In a LiveScience article written by Jennifer Abassi, sex researcher Sarah Murray stated, “Hormones are only part of the story. Although they are one piece of the sexual desire puzzle, focusing too heavily on hormones can remove the contextual factors that play into desire, such as whether or not a woman is in a satisfying, loving relationship, and if she has time to feel relaxed, playful, and sexy," she concluded (Why Women Lose Interest in Sex, Jennifer Abassi, LiveScience, 2012).
In casual relationships, I have cleaned one man’s house and cooked dinner. I was unmarried yet giving care to the man, as he was the man of my household. By having sex, I allowed my emotions to be affected. My own mind thought of him as a friend and lover; however, he was neither. I have purchased gifts for men, and in another relationship, split house bills and performed similar forms of actions that would have led others to believe I was in a marriage. The sex created that illusion in my mind. To my knowledge, he was a sexual partner. For him to have been more than that would have meant a lasting satisfaction of care given from his behalf.
Why have I slept with more men than I should have? There were times that I fell into the trend of an "independent woman," so I gave little care for my partner.
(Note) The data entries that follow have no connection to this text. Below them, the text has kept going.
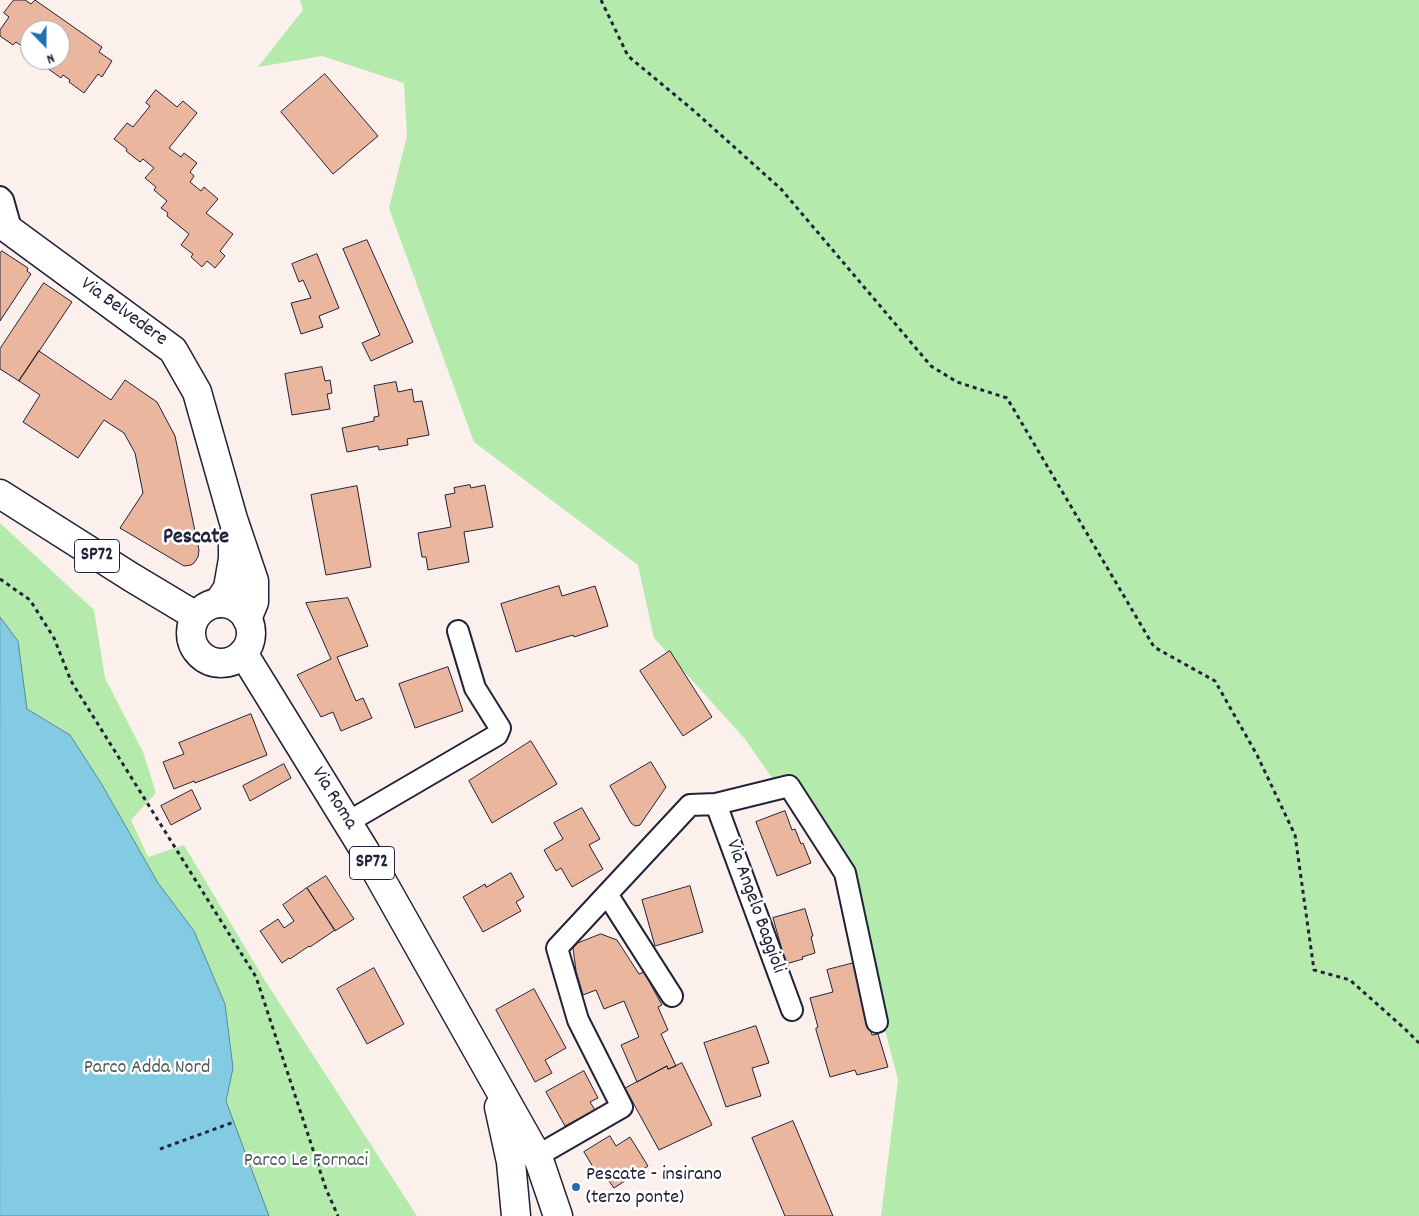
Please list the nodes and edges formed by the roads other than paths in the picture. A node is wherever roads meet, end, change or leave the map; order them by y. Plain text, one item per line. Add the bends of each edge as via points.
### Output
1 (0, 197) edge
2 (6, 228) edge
3 (0, 494) edge
4 (233, 519) junction
5 (207, 610) junction
6 (247, 619) junction
7 (458, 631) dead end
8 (243, 653) junction
9 (716, 804) junction
10 (348, 822) junction
11 (607, 894) junction
12 (672, 996) dead end
13 (792, 1010) dead end
14 (877, 1022) dead end
15 (493, 1078) junction
16 (536, 1156) junction
17 (516, 1216) edge
18 (541, 1216) edge
19 (558, 1216) edge

1 - 2 street
2 - 4 main road, Via Belvedere via 173,350 196,392
3 - 5 main road, SP72 via 131,577
4 - 5 main road, Via Belvedere via 233,559 228,588
4 - 6 main road, Via Belvedere via 254,581 254,602
5 - 6 main road via 226,604 242,612
5 - 8 main road via 192,625 193,645 198,653 216,663 235,659
6 - 8 main road via 251,636
7 - 10 street via 475,688 500,728 497,735
8 - 10 main road, Via Roma / SP72
9 - 11 street via 690,805
9 - 13 street, Via Angelo Baggioli
9 - 14 street via 789,786 845,873
10 - 15 main road, Via Roma / SP72
11 - 12 street
11 - 16 street via 557,948 578,1020 622,1107
15 - 16 main road
15 - 17 main road via 511,1162
15 - 18 main road via 530,1168
16 - 19 main road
At that time, it was about my own satisfaction while establishing my career. Still I knew it was a lie because I was a domestic woman and would have loved a full family household: husband, wife, and children. Presently, my household is composed of the wife and children. I have faith that it will become fully composed of all aspects ideally thought of for a family size household, but I know I must reset the count to zero. Through prayer I can.
Sex has lost its glory. Maybe I was always screwing and never had sex? The romantic and enjoyable sex that a woman has with her man. I have a gentle heart so I still communicate with an old lover, though I can see through his phoniness. My mind tells me to leave him alone. The wait for a husband has been too long to settle for him. Slowly I make my space away from him. In the past when lustful desires aroused within, I would call my lover to be satisfied. Now I see that waiting is the way to find satisfaction; to find the love and security that I seek in a marriage.
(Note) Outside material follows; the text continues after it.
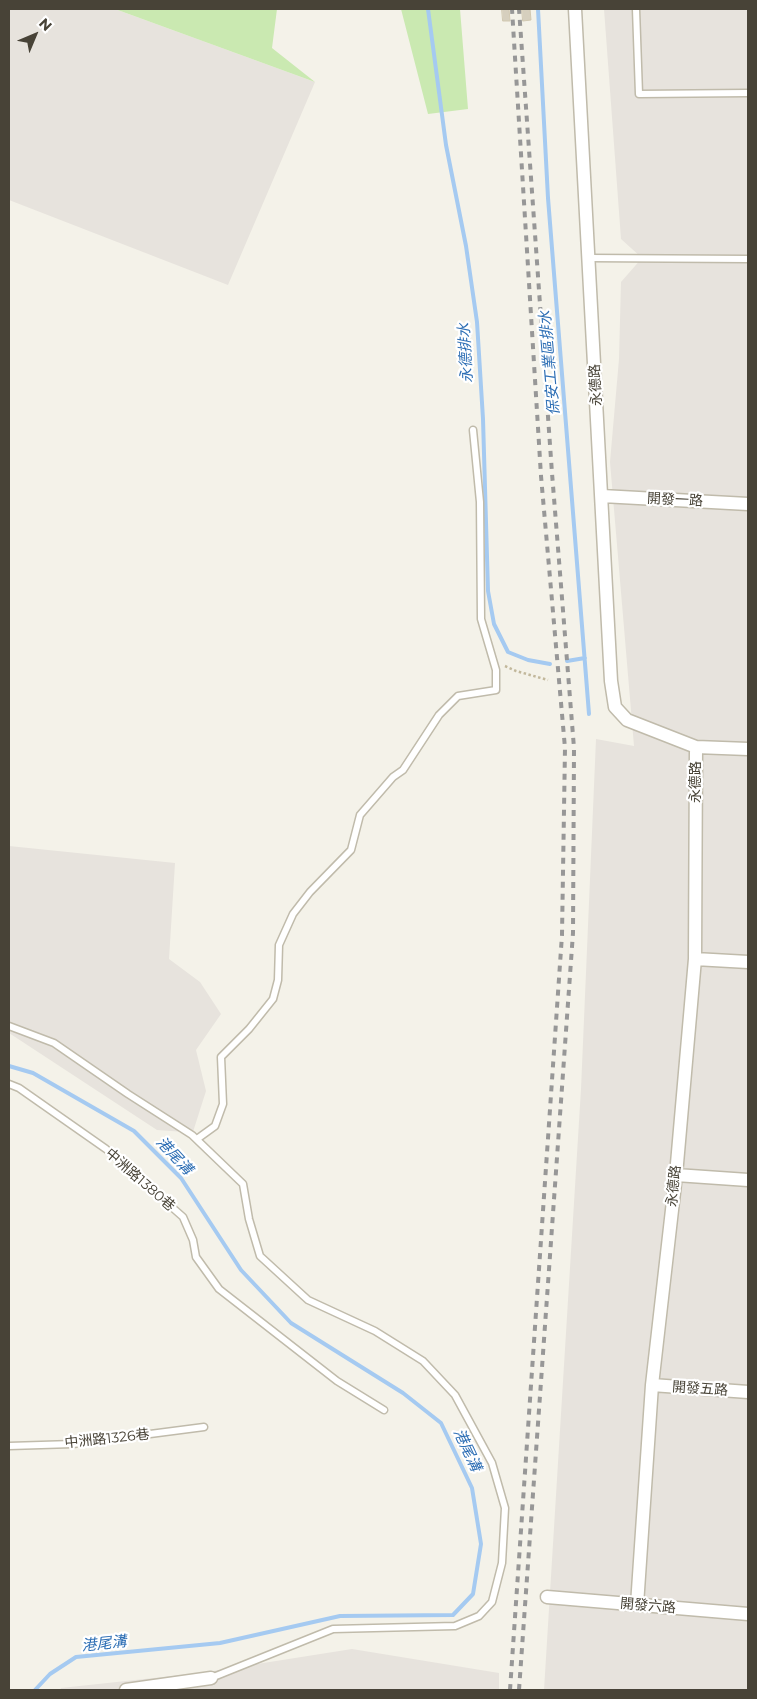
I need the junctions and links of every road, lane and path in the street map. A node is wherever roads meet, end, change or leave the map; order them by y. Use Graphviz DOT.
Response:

Can I seriously think that abstinence will place me closer to finding the right man? I would like to preserve myself for him. Ultimately, he will become my husband. To fulfill your lover's desires and feel unsatisfied yourself leaves you empty. So is practicing abstinence in my next relationship the answer? When I do have sex again, will I restore the enjoyment of having sex? With prayer, faith, and action to control intimacy with men, I am certain that my plan will work and I will find happiness in the husband I choose.